Exercise details | Give back every entry precisely as written, without any of the images.
· · · · · · ·
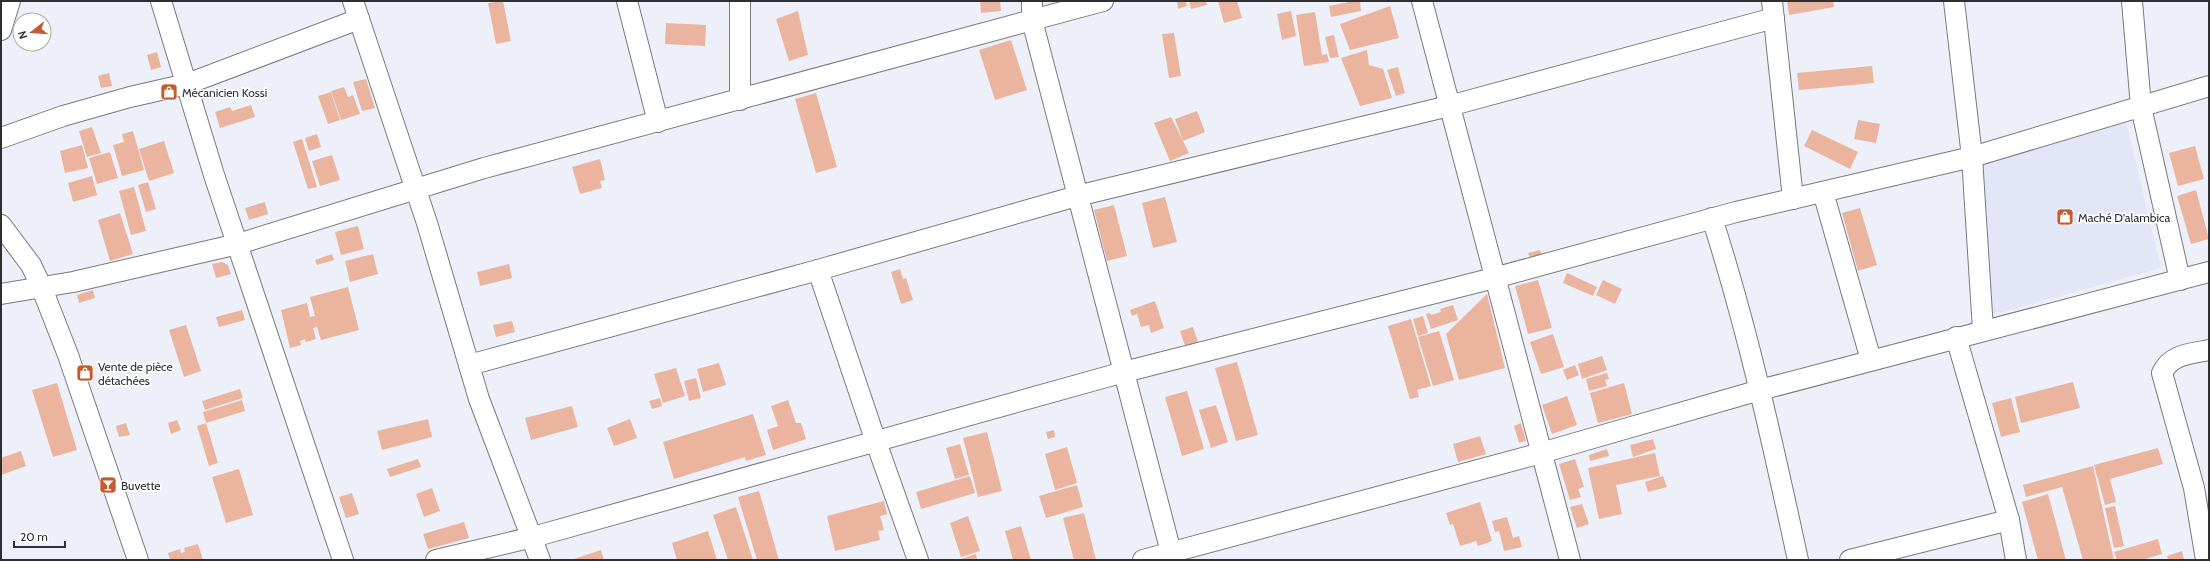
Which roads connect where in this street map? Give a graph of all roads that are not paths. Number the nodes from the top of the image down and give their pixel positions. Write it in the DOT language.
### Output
graph roads {
  1 [pos="10,1"];
  2 [pos="161,1"];
  3 [pos="627,1"];
  4 [pos="740,1"];
  5 [pos="1103,1"];
  6 [pos="1422,1"];
  7 [pos="1954,1"];
  8 [pos="2132,1"];
  9 [pos="1773,9"];
  10 [pos="356,10"];
  11 [pos="1032,10"];
  12 [pos="1,30"];
  13 [pos="187,84"];
  14 [pos="2209,86"];
  15 [pos="740,100"];
  16 [pos="1450,106"];
  17 [pos="2141,107"];
  18 [pos="658,122"];
  19 [pos="3,133"];
  20 [pos="1972,157"];
  21 [pos="416,190"];
  22 [pos="1823,192"];
  23 [pos="1077,196"];
  24 [pos="1793,199"];
  25 [pos="1712,218"];
  26 [pos="1,225"];
  27 [pos="238,244"];
  28 [pos="818,270"];
  29 [pos="2209,272"];
  30 [pos="1494,278"];
  31 [pos="2180,280"];
  32 [pos="41,286"];
  33 [pos="1,294"];
  34 [pos="1983,330"];
  35 [pos="1956,337"];
  36 [pos="2209,350"];
  37 [pos="1870,360"];
  38 [pos="469,365"];
  39 [pos="1124,372"];
  40 [pos="1760,390"];
  41 [pos="876,442"];
  42 [pos="1541,453"];
  43 [pos="2201,486"];
  44 [pos="2009,520"];
  45 [pos="533,537"];
  46 [pos="1172,556"];
  47 [pos="138,560"];
  48 [pos="343,560"];
  49 [pos="436,560"];
  50 [pos="540,560"];
  51 [pos="918,560"];
  52 [pos="1143,560"];
  53 [pos="1570,560"];
  54 [pos="1798,560"];
  55 [pos="1850,560"];
  56 [pos="2016,560"];
  57 [pos="2206,560"];
  1 -- 12 [label="street"];
  2 -- 13 [label="street"];
  3 -- 18 [label="street"];
  4 -- 15 [label="street"];
  5 -- 11 [label="street"];
  6 -- 16 [label="street"];
  7 -- 20 [label="street"];
  8 -- 17 [label="street"];
  9 -- 16 [label="street"];
  9 -- 24 [label="street"];
  10 -- 13 [label="street"];
  10 -- 21 [label="street"];
  11 -- 15 [label="street"];
  11 -- 23 [label="street"];
  13 -- 19 [label="street"];
  13 -- 27 [label="street"];
  14 -- 17 [label="street"];
  15 -- 18 [label="street"];
  16 -- 23 [label="street"];
  16 -- 30 [label="street"];
  17 -- 20 [label="street"];
  17 -- 31 [label="street"];
  18 -- 21 [label="street"];
  20 -- 22 [label="street"];
  20 -- 34 [label="street"];
  21 -- 27 [label="street"];
  21 -- 38 [label="street"];
  22 -- 24 [label="street"];
  22 -- 37 [label="street"];
  23 -- 28 [label="street"];
  23 -- 39 [label="street"];
  24 -- 25 [label="street"];
  25 -- 30 [label="street"];
  25 -- 40 [label="street"];
  26 -- 32 [label="street"];
  27 -- 32 [label="street"];
  27 -- 48 [label="street"];
  28 -- 38 [label="street"];
  28 -- 41 [label="street"];
  29 -- 31 [label="street"];
  30 -- 39 [label="street"];
  30 -- 42 [label="street"];
  31 -- 34 [label="street"];
  32 -- 33 [label="street"];
  32 -- 47 [label="street"];
  34 -- 35 [label="street"];
  35 -- 37 [label="street"];
  35 -- 44 [label="street"];
  36 -- 43 [label="street"];
  37 -- 40 [label="street"];
  38 -- 45 [label="street"];
  39 -- 41 [label="street"];
  39 -- 46 [label="street"];
  40 -- 42 [label="street"];
  40 -- 54 [label="street"];
  41 -- 45 [label="street"];
  41 -- 51 [label="street"];
  42 -- 46 [label="street"];
  42 -- 53 [label="street"];
  43 -- 57 [label="street"];
  44 -- 55 [label="street"];
  44 -- 56 [label="street"];
  45 -- 49 [label="street"];
  45 -- 50 [label="street"];
  46 -- 52 [label="street"];
}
· · · · · · ·
Answer section |
Which roads connect where in this street map? Give a graph of all roads that are not paths. Number the nodes from the top of the image down and give their pixel positions. Write it in the DOT language.
### Output
graph roads {
  1 [pos="10,1"];
  2 [pos="161,1"];
  3 [pos="627,1"];
  4 [pos="740,1"];
  5 [pos="1103,1"];
  6 [pos="1422,1"];
  7 [pos="1954,1"];
  8 [pos="2132,1"];
  9 [pos="1773,9"];
  10 [pos="356,10"];
  11 [pos="1032,10"];
  12 [pos="1,30"];
  13 [pos="187,84"];
  14 [pos="2209,86"];
  15 [pos="740,100"];
  16 [pos="1450,106"];
  17 [pos="2141,107"];
  18 [pos="658,122"];
  19 [pos="3,133"];
  20 [pos="1972,157"];
  21 [pos="416,190"];
  22 [pos="1823,192"];
  23 [pos="1077,196"];
  24 [pos="1793,199"];
  25 [pos="1712,218"];
  26 [pos="1,225"];
  27 [pos="238,244"];
  28 [pos="818,270"];
  29 [pos="2209,272"];
  30 [pos="1494,278"];
  31 [pos="2180,280"];
  32 [pos="41,286"];
  33 [pos="1,294"];
  34 [pos="1983,330"];
  35 [pos="1956,337"];
  36 [pos="2209,350"];
  37 [pos="1870,360"];
  38 [pos="469,365"];
  39 [pos="1124,372"];
  40 [pos="1760,390"];
  41 [pos="876,442"];
  42 [pos="1541,453"];
  43 [pos="2201,486"];
  44 [pos="2009,520"];
  45 [pos="533,537"];
  46 [pos="1172,556"];
  47 [pos="138,560"];
  48 [pos="343,560"];
  49 [pos="436,560"];
  50 [pos="540,560"];
  51 [pos="918,560"];
  52 [pos="1143,560"];
  53 [pos="1570,560"];
  54 [pos="1798,560"];
  55 [pos="1850,560"];
  56 [pos="2016,560"];
  57 [pos="2206,560"];
  1 -- 12 [label="street"];
  2 -- 13 [label="street"];
  3 -- 18 [label="street"];
  4 -- 15 [label="street"];
  5 -- 11 [label="street"];
  6 -- 16 [label="street"];
  7 -- 20 [label="street"];
  8 -- 17 [label="street"];
  9 -- 16 [label="street"];
  9 -- 24 [label="street"];
  10 -- 13 [label="street"];
  10 -- 21 [label="street"];
  11 -- 15 [label="street"];
  11 -- 23 [label="street"];
  13 -- 19 [label="street"];
  13 -- 27 [label="street"];
  14 -- 17 [label="street"];
  15 -- 18 [label="street"];
  16 -- 23 [label="street"];
  16 -- 30 [label="street"];
  17 -- 20 [label="street"];
  17 -- 31 [label="street"];
  18 -- 21 [label="street"];
  20 -- 22 [label="street"];
  20 -- 34 [label="street"];
  21 -- 27 [label="street"];
  21 -- 38 [label="street"];
  22 -- 24 [label="street"];
  22 -- 37 [label="street"];
  23 -- 28 [label="street"];
  23 -- 39 [label="street"];
  24 -- 25 [label="street"];
  25 -- 30 [label="street"];
  25 -- 40 [label="street"];
  26 -- 32 [label="street"];
  27 -- 32 [label="street"];
  27 -- 48 [label="street"];
  28 -- 38 [label="street"];
  28 -- 41 [label="street"];
  29 -- 31 [label="street"];
  30 -- 39 [label="street"];
  30 -- 42 [label="street"];
  31 -- 34 [label="street"];
  32 -- 33 [label="street"];
  32 -- 47 [label="street"];
  34 -- 35 [label="street"];
  35 -- 37 [label="street"];
  35 -- 44 [label="street"];
  36 -- 43 [label="street"];
  37 -- 40 [label="street"];
  38 -- 45 [label="street"];
  39 -- 41 [label="street"];
  39 -- 46 [label="street"];
  40 -- 42 [label="street"];
  40 -- 54 [label="street"];
  41 -- 45 [label="street"];
  41 -- 51 [label="street"];
  42 -- 46 [label="street"];
  42 -- 53 [label="street"];
  43 -- 57 [label="street"];
  44 -- 55 [label="street"];
  44 -- 56 [label="street"];
  45 -- 49 [label="street"];
  45 -- 50 [label="street"];
  46 -- 52 [label="street"];
}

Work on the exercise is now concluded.